Task brief
Return each line of the data that follows exactly as it reads.

-----

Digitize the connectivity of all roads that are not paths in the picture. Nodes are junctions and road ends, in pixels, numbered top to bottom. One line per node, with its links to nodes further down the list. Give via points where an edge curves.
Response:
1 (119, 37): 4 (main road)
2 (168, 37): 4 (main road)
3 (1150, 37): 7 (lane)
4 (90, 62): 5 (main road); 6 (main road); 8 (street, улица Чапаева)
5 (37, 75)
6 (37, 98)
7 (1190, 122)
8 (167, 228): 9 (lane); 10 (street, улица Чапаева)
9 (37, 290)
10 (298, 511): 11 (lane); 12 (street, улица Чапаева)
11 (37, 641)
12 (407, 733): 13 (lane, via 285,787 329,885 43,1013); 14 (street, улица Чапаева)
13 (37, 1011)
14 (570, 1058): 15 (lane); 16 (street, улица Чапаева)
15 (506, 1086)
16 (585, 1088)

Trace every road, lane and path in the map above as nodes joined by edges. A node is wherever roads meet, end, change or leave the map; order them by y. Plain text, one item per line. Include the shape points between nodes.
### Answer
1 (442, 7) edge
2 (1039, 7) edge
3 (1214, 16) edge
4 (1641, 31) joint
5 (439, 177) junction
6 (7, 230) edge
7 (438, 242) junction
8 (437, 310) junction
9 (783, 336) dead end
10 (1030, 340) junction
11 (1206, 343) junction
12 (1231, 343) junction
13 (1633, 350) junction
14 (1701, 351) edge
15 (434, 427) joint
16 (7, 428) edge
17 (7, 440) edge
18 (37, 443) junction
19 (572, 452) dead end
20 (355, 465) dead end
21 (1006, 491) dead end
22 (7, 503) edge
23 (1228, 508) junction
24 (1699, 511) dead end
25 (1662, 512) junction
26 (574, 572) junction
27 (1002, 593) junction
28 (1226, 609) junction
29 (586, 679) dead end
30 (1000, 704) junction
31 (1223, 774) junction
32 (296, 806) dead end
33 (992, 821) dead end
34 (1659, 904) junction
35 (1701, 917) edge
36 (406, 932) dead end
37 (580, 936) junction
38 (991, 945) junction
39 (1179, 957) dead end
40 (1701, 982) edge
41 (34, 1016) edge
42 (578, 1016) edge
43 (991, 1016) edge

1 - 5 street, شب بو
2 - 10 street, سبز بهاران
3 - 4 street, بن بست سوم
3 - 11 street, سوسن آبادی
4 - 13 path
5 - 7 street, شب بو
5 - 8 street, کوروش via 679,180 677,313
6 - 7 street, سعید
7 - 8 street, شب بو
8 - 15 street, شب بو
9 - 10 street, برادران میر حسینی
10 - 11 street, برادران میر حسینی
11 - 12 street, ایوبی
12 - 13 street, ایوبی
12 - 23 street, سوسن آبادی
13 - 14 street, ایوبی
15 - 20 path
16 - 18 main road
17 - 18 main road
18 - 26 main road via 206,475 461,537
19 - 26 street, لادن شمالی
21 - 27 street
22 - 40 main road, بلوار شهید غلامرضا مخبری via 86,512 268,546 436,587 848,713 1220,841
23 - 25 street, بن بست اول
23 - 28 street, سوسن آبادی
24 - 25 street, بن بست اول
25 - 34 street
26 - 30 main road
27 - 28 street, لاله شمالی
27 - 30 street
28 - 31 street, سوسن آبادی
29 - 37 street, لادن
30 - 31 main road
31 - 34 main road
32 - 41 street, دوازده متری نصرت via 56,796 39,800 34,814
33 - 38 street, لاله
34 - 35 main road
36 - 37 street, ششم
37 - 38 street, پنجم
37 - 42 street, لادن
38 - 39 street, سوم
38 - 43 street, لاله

-----

Task response
Digitize the connectivity of all roads that are not paths in the picture. Nodes are junctions and road ends, in pixels, numbered top to bottom. One line per node, with its links to nodes further down the list. Give via points where an edge curves.
Response:
1 (119, 37): 4 (main road)
2 (168, 37): 4 (main road)
3 (1150, 37): 7 (lane)
4 (90, 62): 5 (main road); 6 (main road); 8 (street, улица Чапаева)
5 (37, 75)
6 (37, 98)
7 (1190, 122)
8 (167, 228): 9 (lane); 10 (street, улица Чапаева)
9 (37, 290)
10 (298, 511): 11 (lane); 12 (street, улица Чапаева)
11 (37, 641)
12 (407, 733): 13 (lane, via 285,787 329,885 43,1013); 14 (street, улица Чапаева)
13 (37, 1011)
14 (570, 1058): 15 (lane); 16 (street, улица Чапаева)
15 (506, 1086)
16 (585, 1088)

Trace every road, lane and path in the map above as nodes joined by edges. A node is wherever roads meet, end, change or leave the map; order them by y. Plain text, one item per line. Include the shape points between nodes.
### Answer
1 (442, 7) edge
2 (1039, 7) edge
3 (1214, 16) edge
4 (1641, 31) joint
5 (439, 177) junction
6 (7, 230) edge
7 (438, 242) junction
8 (437, 310) junction
9 (783, 336) dead end
10 (1030, 340) junction
11 (1206, 343) junction
12 (1231, 343) junction
13 (1633, 350) junction
14 (1701, 351) edge
15 (434, 427) joint
16 (7, 428) edge
17 (7, 440) edge
18 (37, 443) junction
19 (572, 452) dead end
20 (355, 465) dead end
21 (1006, 491) dead end
22 (7, 503) edge
23 (1228, 508) junction
24 (1699, 511) dead end
25 (1662, 512) junction
26 (574, 572) junction
27 (1002, 593) junction
28 (1226, 609) junction
29 (586, 679) dead end
30 (1000, 704) junction
31 (1223, 774) junction
32 (296, 806) dead end
33 (992, 821) dead end
34 (1659, 904) junction
35 (1701, 917) edge
36 (406, 932) dead end
37 (580, 936) junction
38 (991, 945) junction
39 (1179, 957) dead end
40 (1701, 982) edge
41 (34, 1016) edge
42 (578, 1016) edge
43 (991, 1016) edge

1 - 5 street, شب بو
2 - 10 street, سبز بهاران
3 - 4 street, بن بست سوم
3 - 11 street, سوسن آبادی
4 - 13 path
5 - 7 street, شب بو
5 - 8 street, کوروش via 679,180 677,313
6 - 7 street, سعید
7 - 8 street, شب بو
8 - 15 street, شب بو
9 - 10 street, برادران میر حسینی
10 - 11 street, برادران میر حسینی
11 - 12 street, ایوبی
12 - 13 street, ایوبی
12 - 23 street, سوسن آبادی
13 - 14 street, ایوبی
15 - 20 path
16 - 18 main road
17 - 18 main road
18 - 26 main road via 206,475 461,537
19 - 26 street, لادن شمالی
21 - 27 street
22 - 40 main road, بلوار شهید غلامرضا مخبری via 86,512 268,546 436,587 848,713 1220,841
23 - 25 street, بن بست اول
23 - 28 street, سوسن آبادی
24 - 25 street, بن بست اول
25 - 34 street
26 - 30 main road
27 - 28 street, لاله شمالی
27 - 30 street
28 - 31 street, سوسن آبادی
29 - 37 street, لادن
30 - 31 main road
31 - 34 main road
32 - 41 street, دوازده متری نصرت via 56,796 39,800 34,814
33 - 38 street, لاله
34 - 35 main road
36 - 37 street, ششم
37 - 38 street, پنجم
37 - 42 street, لادن
38 - 39 street, سوم
38 - 43 street, لاله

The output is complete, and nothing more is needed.